Start of Provided information

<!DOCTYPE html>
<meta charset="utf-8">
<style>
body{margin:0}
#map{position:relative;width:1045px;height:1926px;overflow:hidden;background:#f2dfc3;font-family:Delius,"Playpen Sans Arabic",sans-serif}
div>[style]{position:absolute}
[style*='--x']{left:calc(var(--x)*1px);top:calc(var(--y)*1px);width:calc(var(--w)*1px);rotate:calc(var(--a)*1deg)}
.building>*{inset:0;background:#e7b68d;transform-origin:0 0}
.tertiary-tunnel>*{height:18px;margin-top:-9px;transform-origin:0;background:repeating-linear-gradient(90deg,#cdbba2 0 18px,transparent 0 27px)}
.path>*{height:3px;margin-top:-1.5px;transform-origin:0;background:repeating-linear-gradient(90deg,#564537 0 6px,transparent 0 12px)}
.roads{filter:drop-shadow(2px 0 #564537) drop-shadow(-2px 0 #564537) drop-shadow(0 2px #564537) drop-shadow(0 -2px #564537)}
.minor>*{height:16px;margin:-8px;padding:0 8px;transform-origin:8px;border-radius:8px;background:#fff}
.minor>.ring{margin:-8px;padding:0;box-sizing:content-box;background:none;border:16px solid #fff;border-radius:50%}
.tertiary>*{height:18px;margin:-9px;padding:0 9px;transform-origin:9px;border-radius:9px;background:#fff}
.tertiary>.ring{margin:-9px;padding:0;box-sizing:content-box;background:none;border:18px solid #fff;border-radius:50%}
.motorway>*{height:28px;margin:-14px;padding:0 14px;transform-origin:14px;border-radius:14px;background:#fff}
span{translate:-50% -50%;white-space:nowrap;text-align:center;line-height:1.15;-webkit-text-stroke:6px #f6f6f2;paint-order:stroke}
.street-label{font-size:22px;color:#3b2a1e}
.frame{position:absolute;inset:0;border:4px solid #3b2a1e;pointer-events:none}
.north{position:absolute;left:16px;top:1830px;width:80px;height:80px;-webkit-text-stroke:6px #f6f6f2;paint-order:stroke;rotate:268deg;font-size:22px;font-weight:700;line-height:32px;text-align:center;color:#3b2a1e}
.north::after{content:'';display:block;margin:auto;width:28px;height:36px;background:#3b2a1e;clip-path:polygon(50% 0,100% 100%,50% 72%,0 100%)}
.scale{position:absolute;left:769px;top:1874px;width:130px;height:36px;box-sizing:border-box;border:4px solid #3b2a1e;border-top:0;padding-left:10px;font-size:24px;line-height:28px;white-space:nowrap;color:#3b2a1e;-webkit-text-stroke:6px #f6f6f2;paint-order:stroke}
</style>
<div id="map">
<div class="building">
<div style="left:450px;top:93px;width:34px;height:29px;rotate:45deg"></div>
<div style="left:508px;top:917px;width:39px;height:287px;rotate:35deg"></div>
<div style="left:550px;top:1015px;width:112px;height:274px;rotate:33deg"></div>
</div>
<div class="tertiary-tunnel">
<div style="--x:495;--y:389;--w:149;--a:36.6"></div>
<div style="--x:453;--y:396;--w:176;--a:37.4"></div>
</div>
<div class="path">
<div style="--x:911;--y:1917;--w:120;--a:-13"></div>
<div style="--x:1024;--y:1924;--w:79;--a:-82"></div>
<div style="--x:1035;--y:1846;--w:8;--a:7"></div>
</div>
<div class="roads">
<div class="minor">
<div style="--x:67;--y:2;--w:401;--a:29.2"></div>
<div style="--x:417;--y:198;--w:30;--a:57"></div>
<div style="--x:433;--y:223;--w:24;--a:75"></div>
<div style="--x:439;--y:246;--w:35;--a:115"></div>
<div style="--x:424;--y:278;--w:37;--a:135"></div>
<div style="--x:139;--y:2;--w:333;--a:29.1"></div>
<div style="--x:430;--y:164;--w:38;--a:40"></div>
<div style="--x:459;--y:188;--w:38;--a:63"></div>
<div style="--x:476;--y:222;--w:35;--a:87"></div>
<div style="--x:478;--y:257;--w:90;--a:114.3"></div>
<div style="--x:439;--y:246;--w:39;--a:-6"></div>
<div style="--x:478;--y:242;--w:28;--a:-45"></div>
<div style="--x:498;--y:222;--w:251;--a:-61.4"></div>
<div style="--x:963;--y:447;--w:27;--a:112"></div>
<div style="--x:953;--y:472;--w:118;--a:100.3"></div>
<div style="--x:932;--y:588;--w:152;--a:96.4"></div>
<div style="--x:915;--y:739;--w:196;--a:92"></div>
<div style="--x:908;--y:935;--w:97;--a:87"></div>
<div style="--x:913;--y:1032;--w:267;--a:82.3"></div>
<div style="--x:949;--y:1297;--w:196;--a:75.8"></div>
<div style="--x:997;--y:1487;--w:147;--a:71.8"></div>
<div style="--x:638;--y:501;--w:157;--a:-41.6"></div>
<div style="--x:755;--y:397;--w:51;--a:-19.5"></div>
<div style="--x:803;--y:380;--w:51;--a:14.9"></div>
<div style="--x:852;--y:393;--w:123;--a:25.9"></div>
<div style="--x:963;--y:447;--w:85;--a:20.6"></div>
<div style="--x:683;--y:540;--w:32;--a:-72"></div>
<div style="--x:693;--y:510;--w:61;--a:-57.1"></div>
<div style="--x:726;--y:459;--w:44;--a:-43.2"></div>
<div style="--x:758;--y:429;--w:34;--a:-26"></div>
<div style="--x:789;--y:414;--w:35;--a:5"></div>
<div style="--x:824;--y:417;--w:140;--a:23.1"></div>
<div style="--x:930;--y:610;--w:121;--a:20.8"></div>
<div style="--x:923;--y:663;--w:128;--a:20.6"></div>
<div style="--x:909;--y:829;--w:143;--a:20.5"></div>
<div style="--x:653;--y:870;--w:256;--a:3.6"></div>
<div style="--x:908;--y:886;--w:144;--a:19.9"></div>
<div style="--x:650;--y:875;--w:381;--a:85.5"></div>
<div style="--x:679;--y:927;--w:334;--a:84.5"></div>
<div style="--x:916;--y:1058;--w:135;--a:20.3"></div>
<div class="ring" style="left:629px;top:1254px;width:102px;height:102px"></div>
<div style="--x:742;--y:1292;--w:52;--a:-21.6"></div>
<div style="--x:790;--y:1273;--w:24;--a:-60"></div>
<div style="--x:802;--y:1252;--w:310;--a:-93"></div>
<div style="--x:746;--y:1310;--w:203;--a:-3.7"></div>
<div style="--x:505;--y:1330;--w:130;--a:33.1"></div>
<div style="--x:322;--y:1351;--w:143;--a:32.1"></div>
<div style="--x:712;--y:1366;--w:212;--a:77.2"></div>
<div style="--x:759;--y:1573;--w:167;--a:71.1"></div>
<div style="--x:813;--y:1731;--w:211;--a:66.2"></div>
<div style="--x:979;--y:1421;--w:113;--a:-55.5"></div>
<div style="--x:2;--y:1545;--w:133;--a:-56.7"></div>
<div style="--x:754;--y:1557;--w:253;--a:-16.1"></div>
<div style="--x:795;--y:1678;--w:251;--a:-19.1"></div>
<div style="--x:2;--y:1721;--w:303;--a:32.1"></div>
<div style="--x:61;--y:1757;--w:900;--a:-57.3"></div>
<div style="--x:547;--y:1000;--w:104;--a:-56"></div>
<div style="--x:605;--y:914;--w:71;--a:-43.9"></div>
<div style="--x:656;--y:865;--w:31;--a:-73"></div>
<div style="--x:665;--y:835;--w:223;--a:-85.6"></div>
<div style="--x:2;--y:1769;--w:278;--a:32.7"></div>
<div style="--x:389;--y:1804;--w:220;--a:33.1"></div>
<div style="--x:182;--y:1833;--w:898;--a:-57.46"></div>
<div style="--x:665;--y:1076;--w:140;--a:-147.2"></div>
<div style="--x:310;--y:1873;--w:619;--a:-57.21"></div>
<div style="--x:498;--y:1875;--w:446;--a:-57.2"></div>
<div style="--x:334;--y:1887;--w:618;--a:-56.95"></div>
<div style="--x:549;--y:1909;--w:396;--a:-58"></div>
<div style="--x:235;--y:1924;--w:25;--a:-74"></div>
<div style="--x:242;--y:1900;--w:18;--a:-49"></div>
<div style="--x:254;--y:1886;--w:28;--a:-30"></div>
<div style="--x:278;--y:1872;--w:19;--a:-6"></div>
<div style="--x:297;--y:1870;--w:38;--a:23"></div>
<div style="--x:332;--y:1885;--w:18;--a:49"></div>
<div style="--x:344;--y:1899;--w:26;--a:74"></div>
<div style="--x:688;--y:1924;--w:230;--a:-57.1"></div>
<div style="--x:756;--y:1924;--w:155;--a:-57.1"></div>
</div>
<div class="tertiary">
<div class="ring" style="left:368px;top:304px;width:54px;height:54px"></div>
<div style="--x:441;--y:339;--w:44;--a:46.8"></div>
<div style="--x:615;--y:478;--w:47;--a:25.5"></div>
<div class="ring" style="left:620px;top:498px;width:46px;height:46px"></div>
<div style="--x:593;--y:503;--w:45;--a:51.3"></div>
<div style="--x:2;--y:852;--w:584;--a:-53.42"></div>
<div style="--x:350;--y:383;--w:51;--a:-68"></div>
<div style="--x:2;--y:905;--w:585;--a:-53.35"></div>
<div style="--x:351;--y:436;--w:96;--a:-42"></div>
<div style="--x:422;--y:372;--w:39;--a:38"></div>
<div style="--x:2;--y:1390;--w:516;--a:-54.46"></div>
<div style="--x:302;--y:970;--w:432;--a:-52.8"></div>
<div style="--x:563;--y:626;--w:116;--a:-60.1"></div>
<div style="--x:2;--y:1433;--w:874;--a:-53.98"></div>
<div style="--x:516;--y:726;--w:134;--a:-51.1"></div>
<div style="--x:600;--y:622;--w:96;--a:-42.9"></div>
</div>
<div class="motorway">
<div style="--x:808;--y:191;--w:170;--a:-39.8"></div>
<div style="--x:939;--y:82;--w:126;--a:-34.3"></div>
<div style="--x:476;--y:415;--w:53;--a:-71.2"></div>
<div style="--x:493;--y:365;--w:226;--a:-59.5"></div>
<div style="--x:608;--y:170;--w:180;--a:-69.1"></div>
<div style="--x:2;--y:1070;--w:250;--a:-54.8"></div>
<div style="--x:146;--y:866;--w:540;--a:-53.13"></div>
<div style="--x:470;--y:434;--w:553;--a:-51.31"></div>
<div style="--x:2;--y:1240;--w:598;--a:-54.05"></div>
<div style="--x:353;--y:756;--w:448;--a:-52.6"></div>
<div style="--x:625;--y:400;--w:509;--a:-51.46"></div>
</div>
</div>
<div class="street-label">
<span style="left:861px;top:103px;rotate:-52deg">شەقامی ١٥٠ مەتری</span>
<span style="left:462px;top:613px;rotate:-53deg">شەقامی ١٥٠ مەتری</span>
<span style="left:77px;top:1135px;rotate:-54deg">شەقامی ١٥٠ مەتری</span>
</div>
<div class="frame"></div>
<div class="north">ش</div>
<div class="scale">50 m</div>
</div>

End of Provided information

- [Problem statement] Would you set down, word for word, the lines from the opening of the entries above through the line with "0 6px,transparent 0", both included, and no others?

- [Your solution]
<!DOCTYPE html>
<meta charset="utf-8">
<style>
body{margin:0}
#map{position:relative;width:1045px;height:1926px;overflow:hidden;background:#f2dfc3;font-family:Delius,"Playpen Sans Arabic",sans-serif}
div>[style]{position:absolute}
[style*='--x']{left:calc(var(--x)*1px);top:calc(var(--y)*1px);width:calc(var(--w)*1px);rotate:calc(var(--a)*1deg)}
.building>*{inset:0;background:#e7b68d;transform-origin:0 0}
.tertiary-tunnel>*{height:18px;margin-top:-9px;transform-origin:0;background:repeating-linear-gradient(90deg,#cdbba2 0 18px,transparent 0 27px)}
.path>*{height:3px;margin-top:-1.5px;transform-origin:0;background:repeating-linear-gradient(90deg,#564537 0 6px,transparent 0 12px)}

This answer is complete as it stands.